The Chief Internal Auditor commented that further Internal Audit benchmarking should be undertaken with relevant Authorities to agree best practice guidelines and assess compliance against such guidelines. This was considered important and was, therefore, a further recommendation of this year's review.

Details were provided of a number of management satisfaction survey returns in respect of various audits undertaken in 2007/08. The vast majority of the scores and comments were extremely positive. It was confirmed that action had been taken to address the minimal number of cases where concerns had been expressed.

A meeting took place with the Audit Commission’s Audit Manager/representatives regarding the service. It was clear from this that there was a close working relationship with the service and with the Chief Internal Auditor. The Audit Commission’s Audit Manager/representatives indicated that they valued the service and its work; that they could rely on what the service does and that they considered it to be well run. It was confirmed that there were no issues of concern to the Audit Commission regarding the service. The absence of comment in the forthcoming Annual Audit letter would reflect this view.

As part of the Comprehensive Performance Assessment 2007 results, the Council maintained the highest possible four star rating for the third consecutive year. This incorporated five four star Auditor judgements for the Use of Resources, which included a four for Internal Control. The Internal Audit service was a key feature of this high performance.

A sample of Heads of Service, where an audit of an area under their control had been audited in the last year, was surveyed seeking their views of compliance with the Code of Practice by Internal Audit. Areas covered in the survey included integrity, competence, objectivity, compliance, confidentiality, planning, approach and reporting of audit work. The responses received confirmed that the Audit Team complied with those parts of the Code and no areas of partial or non-compliance were identified.

The conclusion of the Officers who had undertaken the review was that the evidence and views received demonstrated that the Internal Audit Service had satisfactory and appropriate arrangements and procedures in place in order to be able to fulfil its duties and that it provided a valued and valuable service to the Council.

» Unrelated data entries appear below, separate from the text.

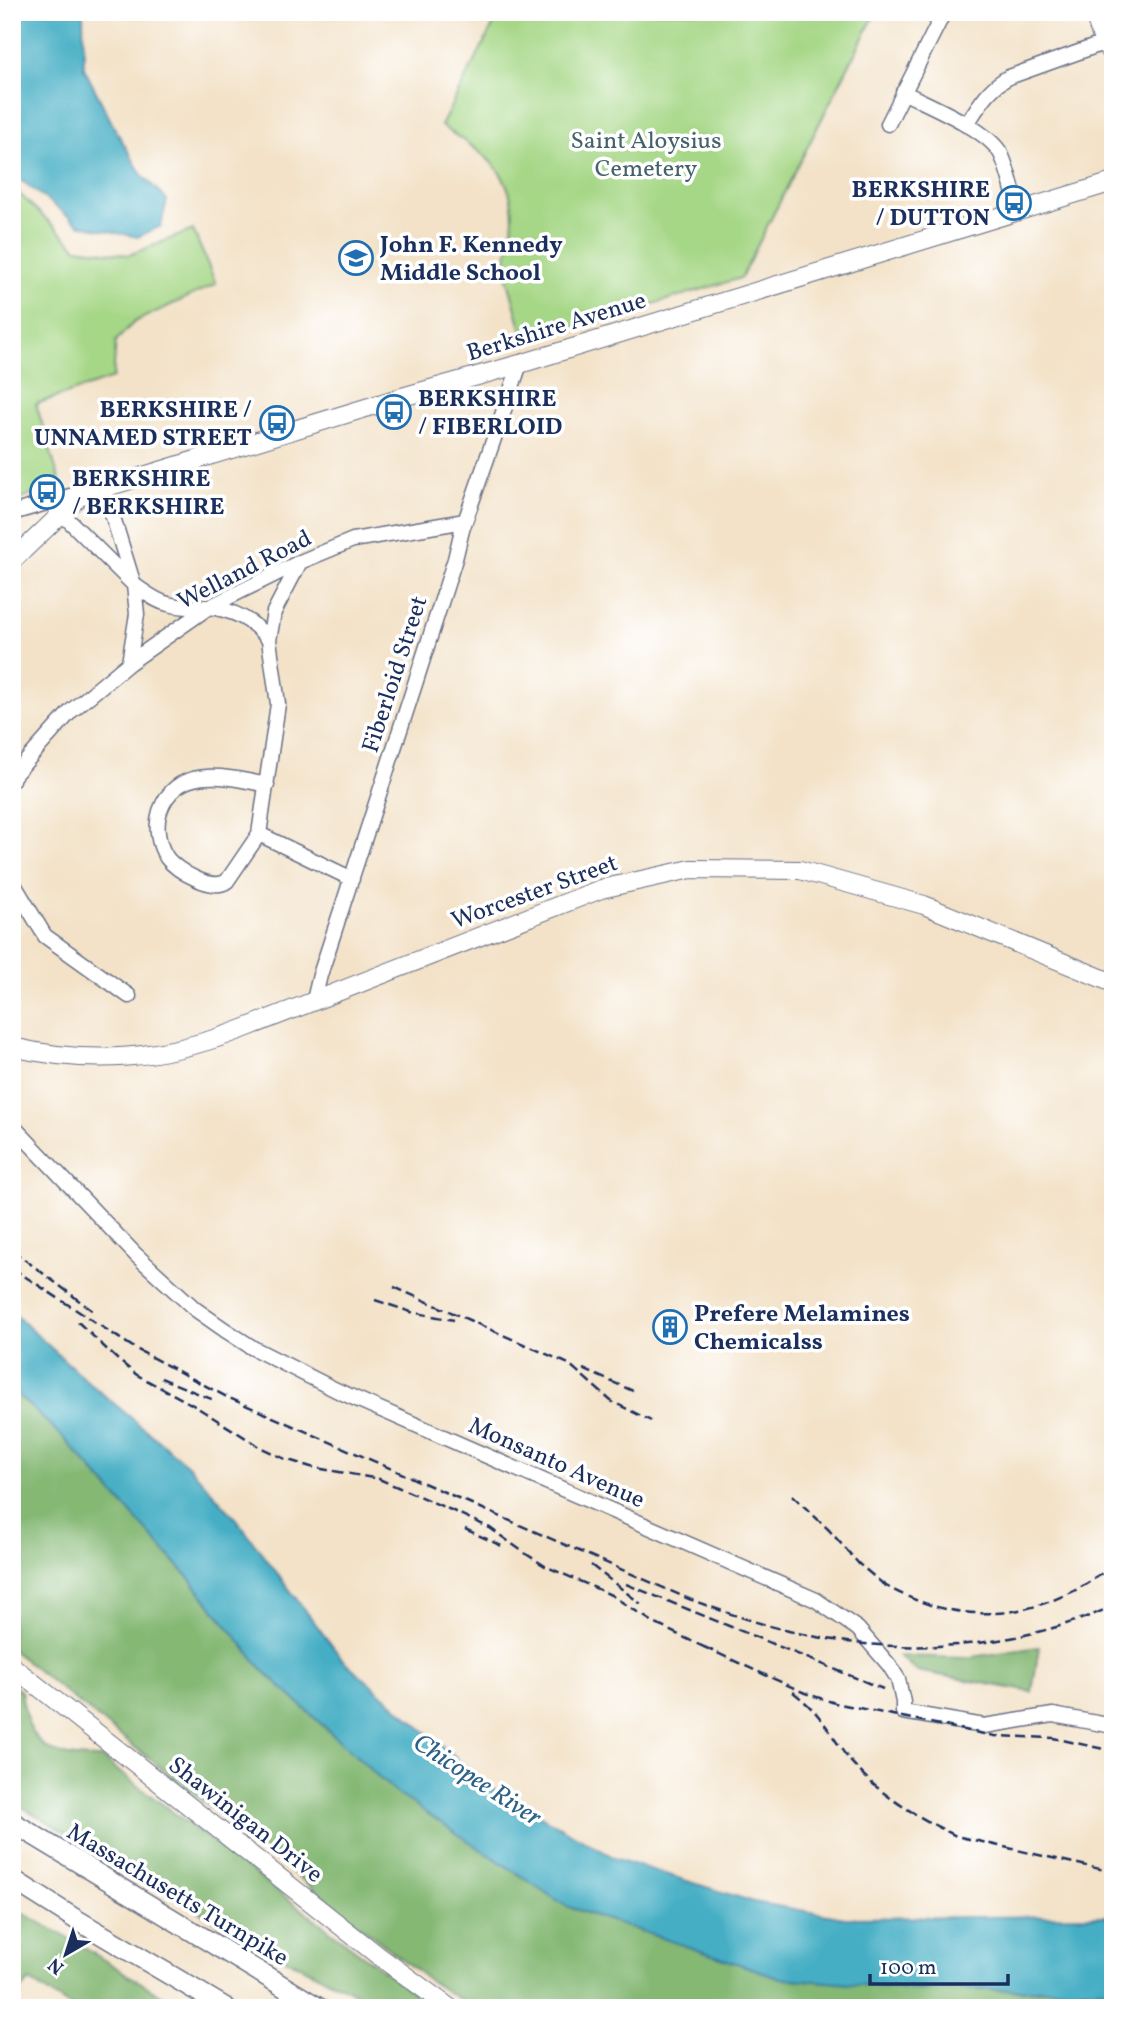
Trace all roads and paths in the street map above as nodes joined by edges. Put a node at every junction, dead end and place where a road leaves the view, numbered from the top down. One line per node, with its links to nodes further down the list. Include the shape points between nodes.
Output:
1 (944, 12): 4 (street)
2 (1093, 12): 3 (main road)
3 (1109, 48): 6 (street, via 997,83)
4 (903, 92): 5 (street); 6 (street)
5 (888, 124)
6 (966, 125): 8 (street, via 1002,155)
7 (1113, 182): 8 (main road, Berkshire Avenue)
8 (1019, 212): 9 (main road, Berkshire Avenue)
9 (520, 364): 10 (main road, Berkshire Avenue); 13 (street, Fiberloid Street)
10 (104, 488): 11 (main road, Berkshire Avenue, via 84,492); 16 (street)
11 (56, 508): 12 (street); 14 (main road); 16 (street)
12 (12, 513)
13 (465, 521): 15 (street, Welland Road, via 353,540); 23 (street, Fiberloid Street)
14 (12, 561)
15 (300, 562): 17 (street, Welland Road); 18 (street, via 274,611)
16 (134, 585): 17 (street, via 169,604); 19 (street, via 137,614)
17 (209, 607): 18 (street, via 250,621); 19 (street, Welland Road)
18 (269, 640): 21 (street, via 278,704)
19 (129, 663): 20 (street, Welland Road, via 71,710)
20 (13, 777)
21 (267, 785): 22 (street); 22 (street, via 220,777 190,779 164,800 158,819 158,838 167,858 212,885 222,886 227,881)
22 (259, 834): 23 (street)
23 (352, 879): 27 (street, Fiberloid Street)
24 (12, 881): 26 (street, via 45,936)
25 (1113, 984): 27 (main road, Worcester Street, via 924,905 800,870 691,869 601,889)
26 (129, 996)
27 (314, 1000): 28 (main road, Worcester Street, via 215,1039 148,1055 91,1059)
28 (12, 1047)
29 (12, 1125): 31 (street, Monsanto Avenue, via 156,1275 225,1330 335,1389 816,1600 858,1629 889,1665 898,1679 903,1712 985,1726 1053,1716)
30 (12, 1666): 36 (main road, Shawinigan Drive)
31 (1113, 1726)
32 (12, 1822): 35 (highway, Massachusetts Turnpike)
33 (12, 1879): 34 (highway)
34 (226, 2008)
35 (319, 2008)
36 (450, 2008)

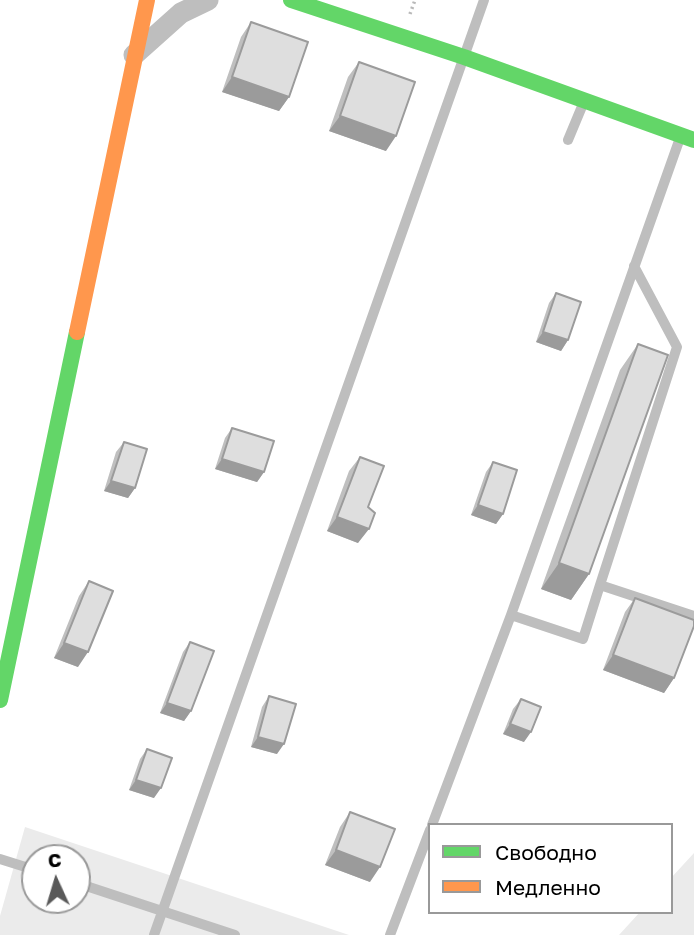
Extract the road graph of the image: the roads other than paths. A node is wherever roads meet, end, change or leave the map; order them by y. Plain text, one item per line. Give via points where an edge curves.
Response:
1 (147, 0) edge
2 (208, 0) edge
3 (291, 0) edge
4 (484, 0) edge
5 (134, 55) junction
6 (464, 57) junction
7 (585, 100) junction
8 (687, 138) edge
9 (568, 140) dead end
10 (634, 266) junction
11 (600, 585) junction
12 (511, 615) junction
13 (694, 615) edge
14 (0, 700) edge
15 (433, 823) edge
16 (428, 835) edge
17 (0, 859) edge
18 (21, 866) edge
19 (91, 887) edge
20 (163, 910) junction
21 (154, 935) edge
22 (235, 935) edge
23 (390, 935) edge

1 - 5 street
2 - 5 street via 181,13
3 - 6 street
4 - 6 lane
5 - 14 street
6 - 7 street
6 - 20 lane
7 - 8 street
7 - 9 lane
8 - 10 lane
10 - 11 lane via 677,347
10 - 12 lane
11 - 12 lane via 583,639
11 - 13 lane
12 - 15 lane
16 - 23 lane
17 - 18 lane
19 - 20 lane
20 - 21 lane
20 - 22 lane

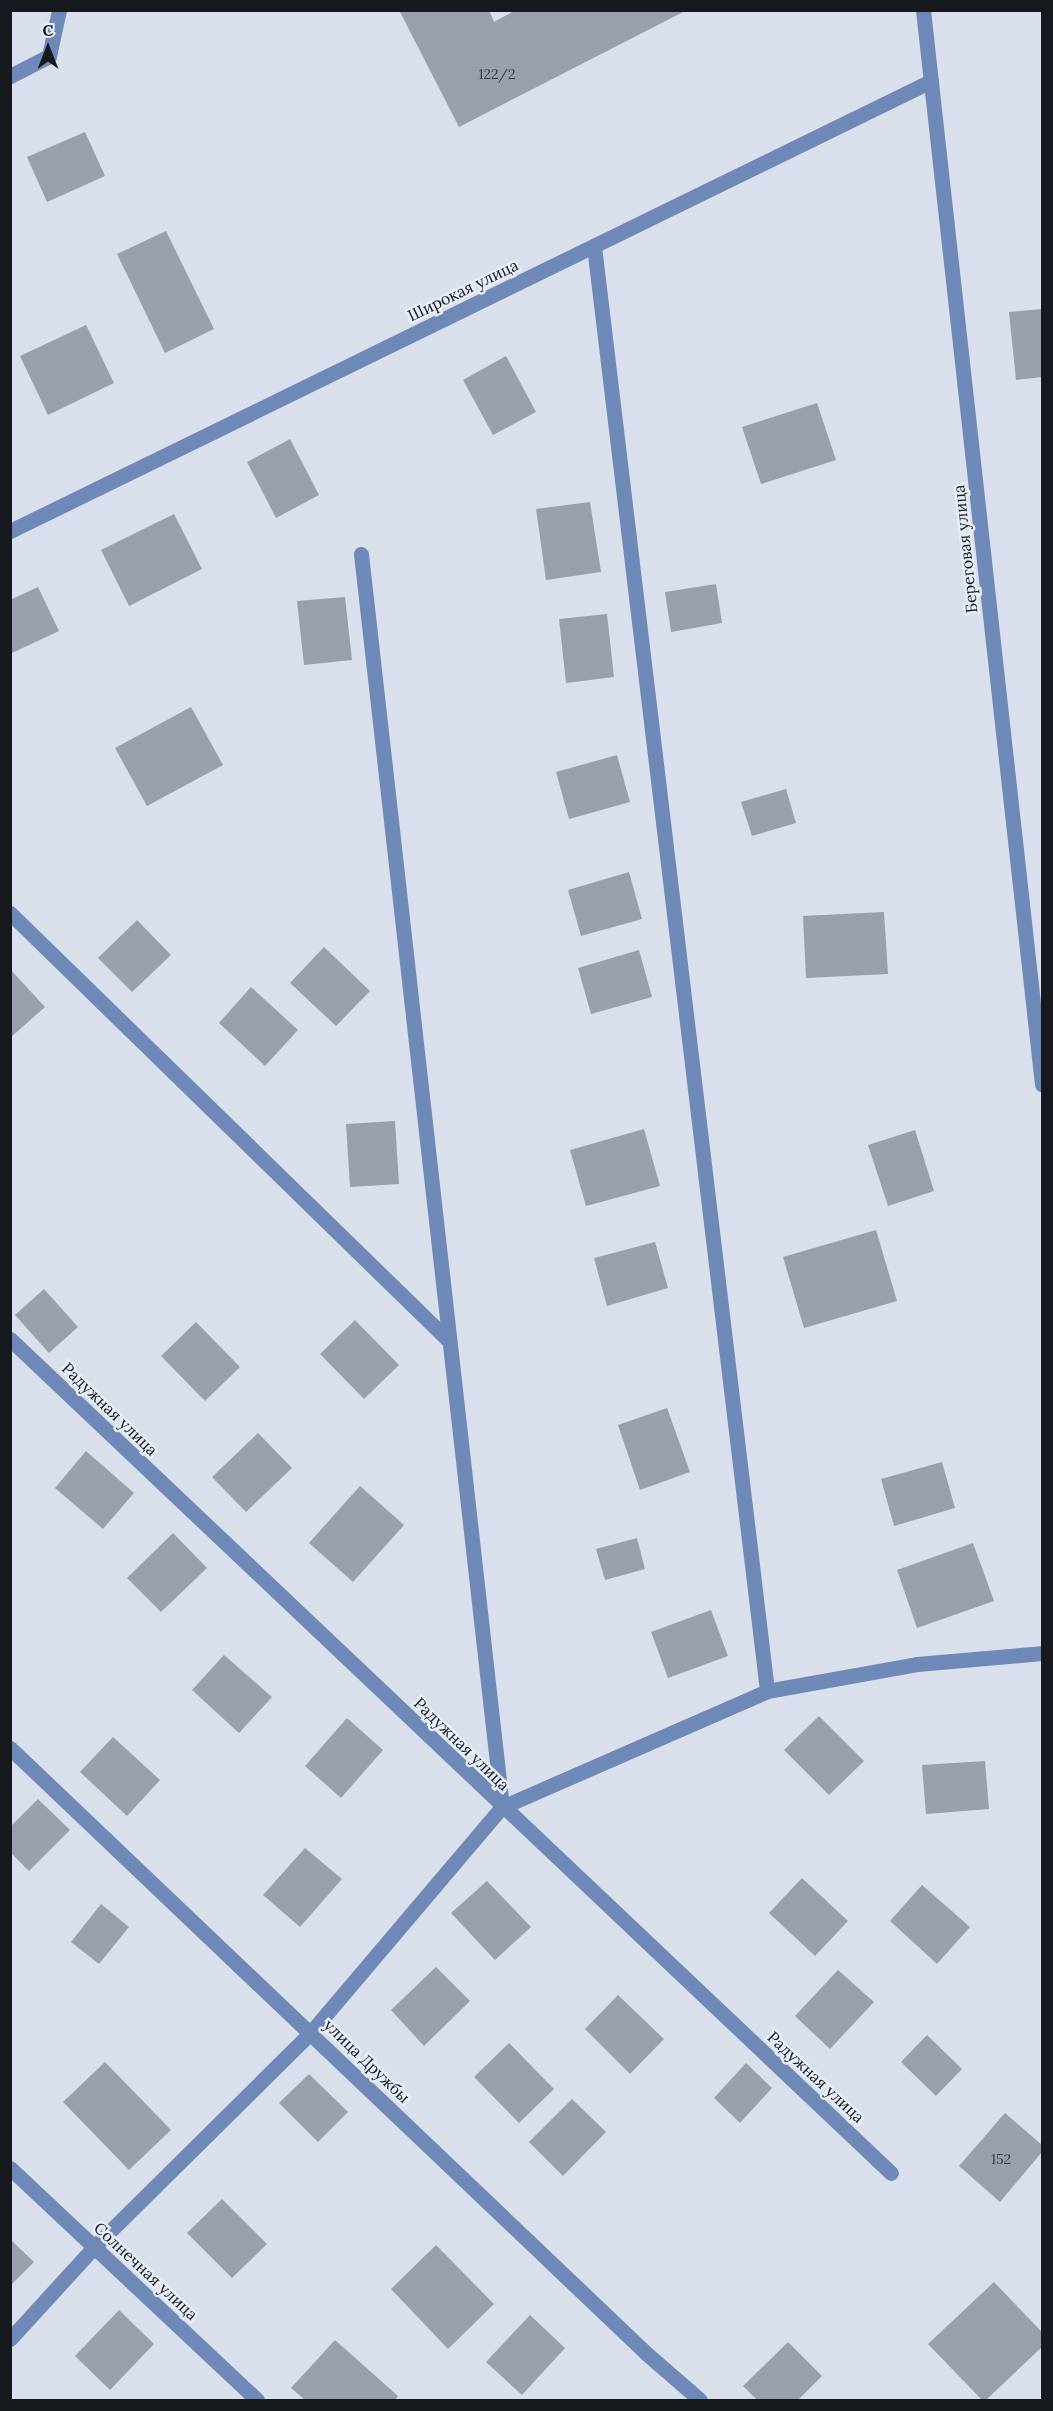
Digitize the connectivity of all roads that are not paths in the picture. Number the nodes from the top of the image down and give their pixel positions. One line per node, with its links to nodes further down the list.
1 (59, 10): 3 (street)
2 (923, 10): 4 (street, Береговая улица)
3 (10, 76)
4 (931, 81): 5 (street, Широкая улица); 9 (street, Береговая улица)
5 (594, 246): 6 (street, Широкая улица); 13 (street)
6 (10, 531)
7 (361, 554): 11 (street)
8 (10, 913): 11 (street)
9 (1042, 1084)
10 (10, 1339): 15 (street, Радужная улица)
11 (448, 1340): 15 (street)
12 (1042, 1653): 13 (street)
13 (767, 1691): 15 (street)
14 (10, 1748): 16 (street, улица Дружбы)
15 (502, 1807): 16 (street); 18 (street, Радужная улица)
16 (311, 2032): 19 (street); 22 (street, улица Дружбы)
17 (10, 2168): 19 (street, Солнечная улица)
18 (891, 2173)
19 (94, 2247): 20 (street); 21 (street, Солнечная улица)
20 (10, 2339)
21 (257, 2400)
22 (700, 2400)

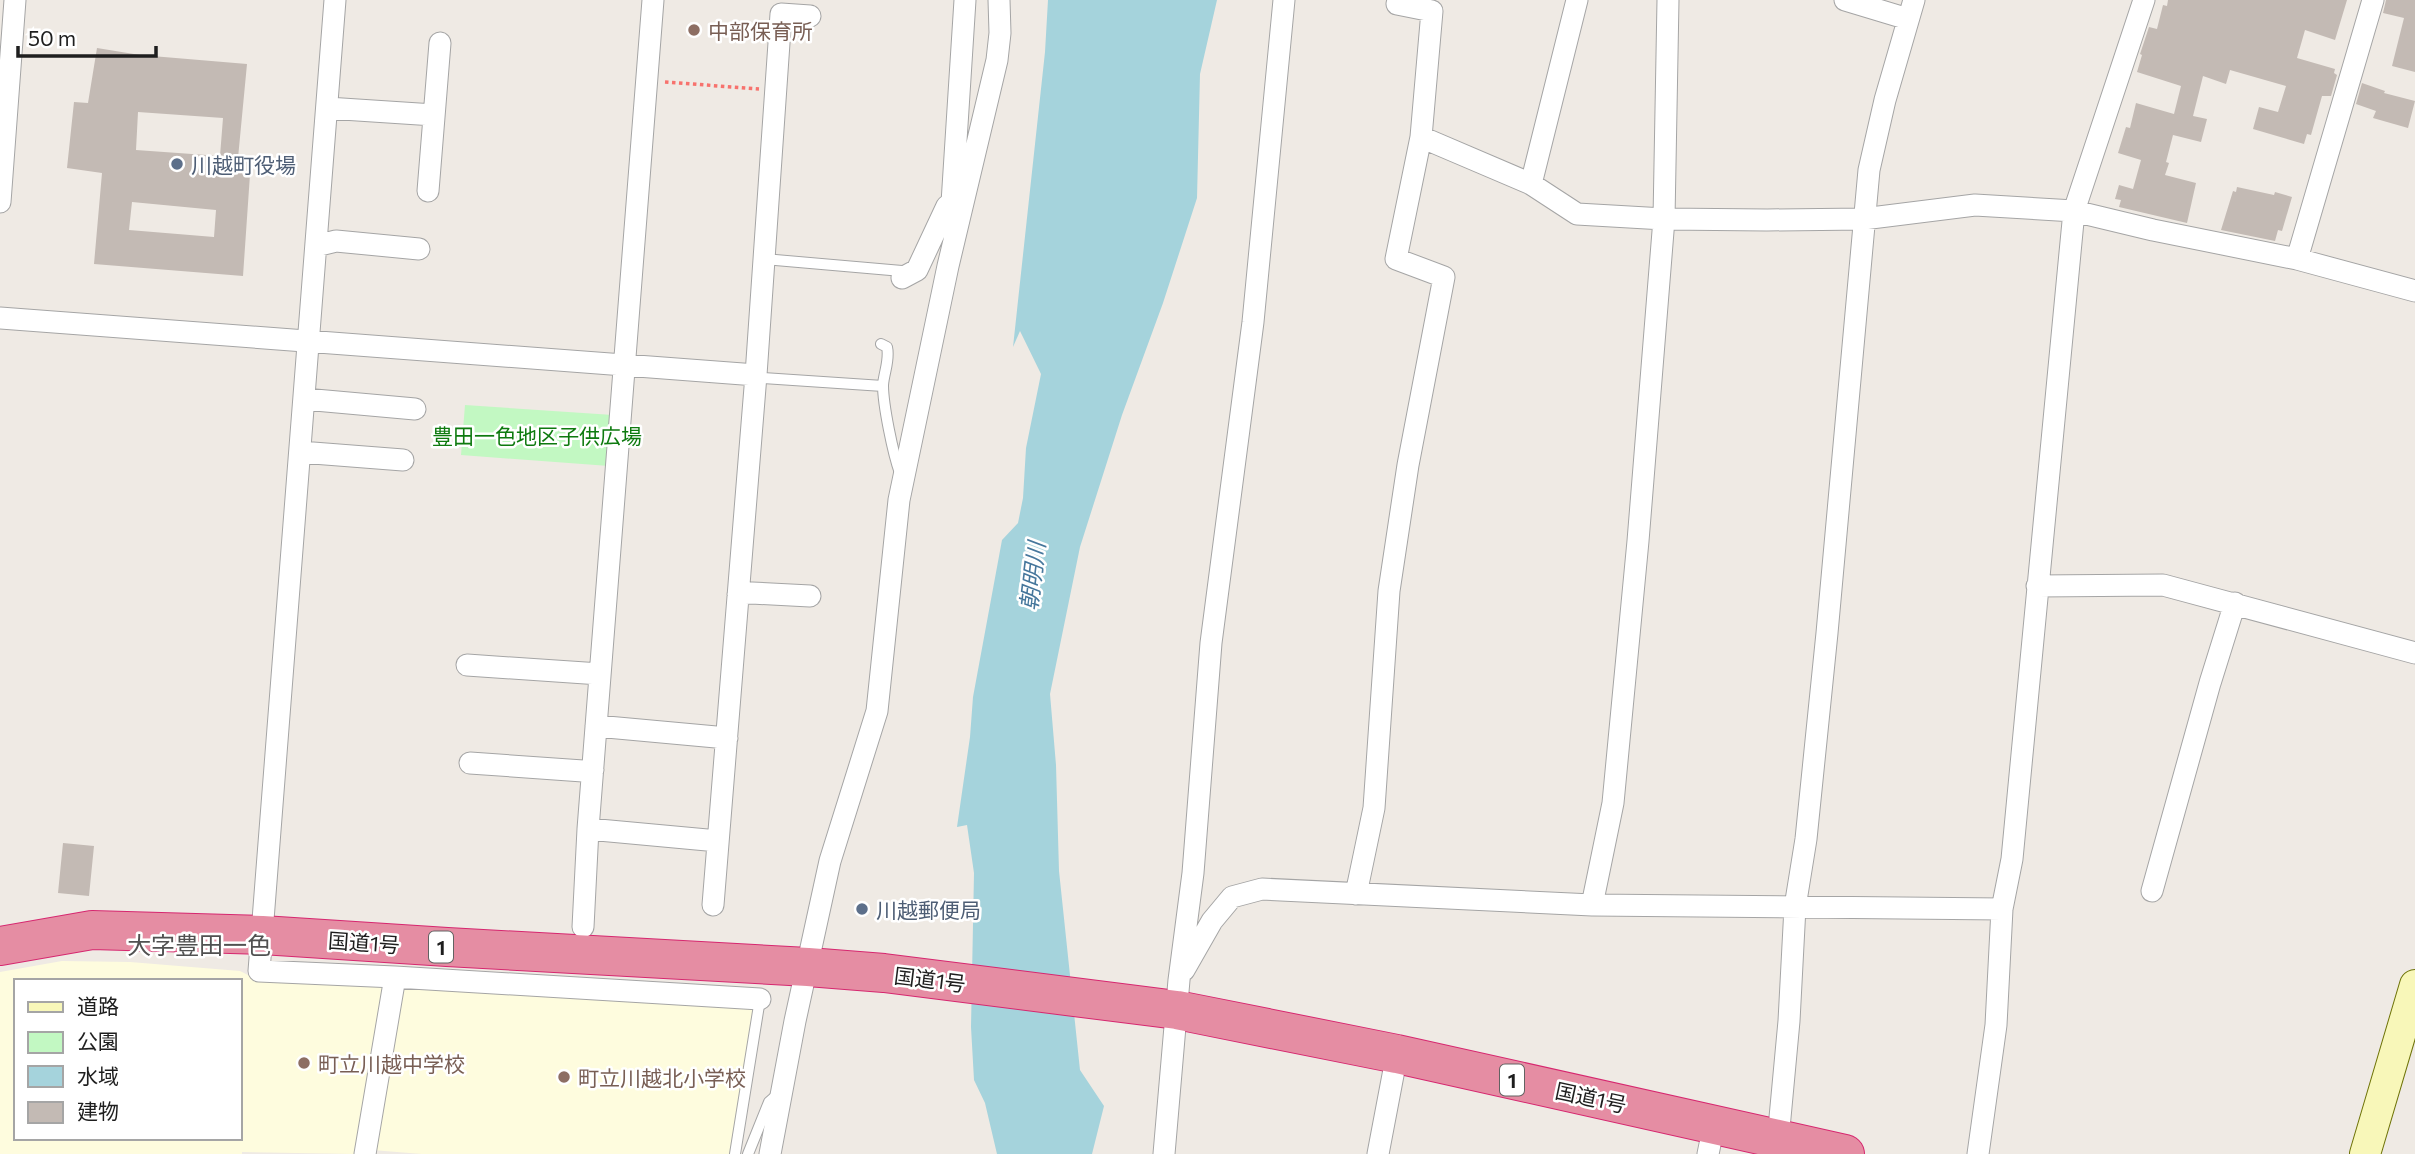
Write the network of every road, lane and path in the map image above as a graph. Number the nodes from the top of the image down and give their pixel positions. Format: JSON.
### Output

A number of relatively minor, but nevertheless important recommendations had arisen from the review and were referred to within the report.
Members were updated on the current position of corporate governance issues initially identified in the report to you dated 20 September 2007.

Members were reminded that the Council had for some time embraced corporate governance. Back in 2002 Council agreed that the CIPFA/SOLACE principles of governance should be adopted across the organisation. A self-assessment was undertaken and an action plan established. The Plan was monitored on a quarterly basis by the Standards Committee. All but a small number of actions had been implemented, those not had been superseded.

Since the introduction of the CIPFA/SOLACE guidance a number of similar documents had been produced by various agencies on aspects of governance. Officers had been kept abreast of these developments to ensure our approach remained current. A number of additional self-assessments had been undertaken as a result. The key documents were as follows:

• Code of Corporate Governance,
• Good Governance Key Line of Enquiry (KLOE),
• Statement on Internal Control,
• Use of resources KLOE,
• Performance management section of Corporate Assessment KLOE,
• Corporate Governance framework.

The original action plan, as reported on 20 September 2007, was based on the self assessments, linking all of the above together, and was attached to the report with updated information.